Segment Start: DATA EXTRACT

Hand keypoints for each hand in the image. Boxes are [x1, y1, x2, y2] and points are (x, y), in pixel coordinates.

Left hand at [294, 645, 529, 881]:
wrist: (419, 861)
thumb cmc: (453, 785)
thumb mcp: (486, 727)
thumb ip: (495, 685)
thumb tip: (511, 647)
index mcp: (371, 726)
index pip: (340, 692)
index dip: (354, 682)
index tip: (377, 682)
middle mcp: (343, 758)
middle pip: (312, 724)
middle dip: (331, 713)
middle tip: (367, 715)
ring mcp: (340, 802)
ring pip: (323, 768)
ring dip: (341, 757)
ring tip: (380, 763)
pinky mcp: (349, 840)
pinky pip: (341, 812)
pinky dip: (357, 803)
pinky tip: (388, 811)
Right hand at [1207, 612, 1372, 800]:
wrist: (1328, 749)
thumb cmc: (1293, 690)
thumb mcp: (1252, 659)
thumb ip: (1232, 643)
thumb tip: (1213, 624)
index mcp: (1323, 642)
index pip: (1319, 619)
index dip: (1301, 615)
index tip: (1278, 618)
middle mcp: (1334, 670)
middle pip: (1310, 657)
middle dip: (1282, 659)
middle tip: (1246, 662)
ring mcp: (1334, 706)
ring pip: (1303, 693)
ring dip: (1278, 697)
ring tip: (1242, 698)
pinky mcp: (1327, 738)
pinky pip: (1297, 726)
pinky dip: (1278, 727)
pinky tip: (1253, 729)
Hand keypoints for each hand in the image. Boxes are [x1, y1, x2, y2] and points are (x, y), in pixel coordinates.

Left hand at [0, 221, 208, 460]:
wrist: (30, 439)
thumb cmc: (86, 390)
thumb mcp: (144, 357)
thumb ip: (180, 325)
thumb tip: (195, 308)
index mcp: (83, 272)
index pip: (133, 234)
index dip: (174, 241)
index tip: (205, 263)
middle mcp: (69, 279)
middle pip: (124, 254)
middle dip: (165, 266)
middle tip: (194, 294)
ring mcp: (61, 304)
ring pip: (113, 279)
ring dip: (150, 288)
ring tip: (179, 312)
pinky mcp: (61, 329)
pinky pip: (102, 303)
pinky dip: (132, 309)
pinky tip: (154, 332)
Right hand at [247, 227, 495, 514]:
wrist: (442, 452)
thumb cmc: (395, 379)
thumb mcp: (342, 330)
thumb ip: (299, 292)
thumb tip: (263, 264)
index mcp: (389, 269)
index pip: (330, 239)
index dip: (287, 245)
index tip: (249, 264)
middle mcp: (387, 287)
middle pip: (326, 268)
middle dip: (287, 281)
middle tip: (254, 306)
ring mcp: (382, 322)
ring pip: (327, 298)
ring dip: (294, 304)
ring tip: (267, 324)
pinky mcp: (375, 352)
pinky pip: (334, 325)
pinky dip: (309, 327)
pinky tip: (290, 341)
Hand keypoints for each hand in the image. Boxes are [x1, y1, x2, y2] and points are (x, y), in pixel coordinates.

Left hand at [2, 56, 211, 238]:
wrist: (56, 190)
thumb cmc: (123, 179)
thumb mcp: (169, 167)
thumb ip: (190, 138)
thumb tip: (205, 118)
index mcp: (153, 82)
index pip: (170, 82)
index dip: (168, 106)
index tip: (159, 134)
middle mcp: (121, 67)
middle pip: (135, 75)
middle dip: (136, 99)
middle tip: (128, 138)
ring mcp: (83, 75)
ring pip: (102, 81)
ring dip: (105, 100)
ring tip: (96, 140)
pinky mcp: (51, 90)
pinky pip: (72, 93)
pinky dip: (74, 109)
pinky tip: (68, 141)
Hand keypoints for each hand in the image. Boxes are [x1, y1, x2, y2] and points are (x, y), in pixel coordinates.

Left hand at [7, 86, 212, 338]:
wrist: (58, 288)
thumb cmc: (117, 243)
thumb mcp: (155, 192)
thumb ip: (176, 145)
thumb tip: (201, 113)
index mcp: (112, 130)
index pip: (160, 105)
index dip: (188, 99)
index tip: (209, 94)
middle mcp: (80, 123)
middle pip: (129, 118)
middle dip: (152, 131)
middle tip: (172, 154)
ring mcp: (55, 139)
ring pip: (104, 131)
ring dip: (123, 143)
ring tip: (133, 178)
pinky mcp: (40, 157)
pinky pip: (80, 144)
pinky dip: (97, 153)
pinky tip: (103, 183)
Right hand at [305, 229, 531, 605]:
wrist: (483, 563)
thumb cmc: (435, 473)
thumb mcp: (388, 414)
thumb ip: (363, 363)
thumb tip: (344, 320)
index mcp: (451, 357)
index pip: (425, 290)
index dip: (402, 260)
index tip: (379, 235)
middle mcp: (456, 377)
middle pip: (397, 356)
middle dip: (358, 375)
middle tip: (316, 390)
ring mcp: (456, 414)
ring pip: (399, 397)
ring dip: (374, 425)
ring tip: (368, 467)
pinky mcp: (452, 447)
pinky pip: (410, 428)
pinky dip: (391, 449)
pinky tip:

Segment End: DATA EXTRACT

Set the lines down exactly, from the first line of the records to the line where "middle mcp: (343, 758)" appears, with both ends kept.

Hand keypoints for each hand in the image. Boxes are [x1, y1, x2, y2] and points are (x, y), in pixel coordinates.

Left hand at [294, 645, 529, 881]:
wrist: (419, 861)
thumb cmc: (453, 785)
thumb mcp: (486, 727)
thumb ip: (495, 685)
thumb tip: (511, 647)
index mcp: (371, 726)
index pip: (340, 692)
index dip: (354, 682)
index tip: (377, 682)
middle mcp: (343, 758)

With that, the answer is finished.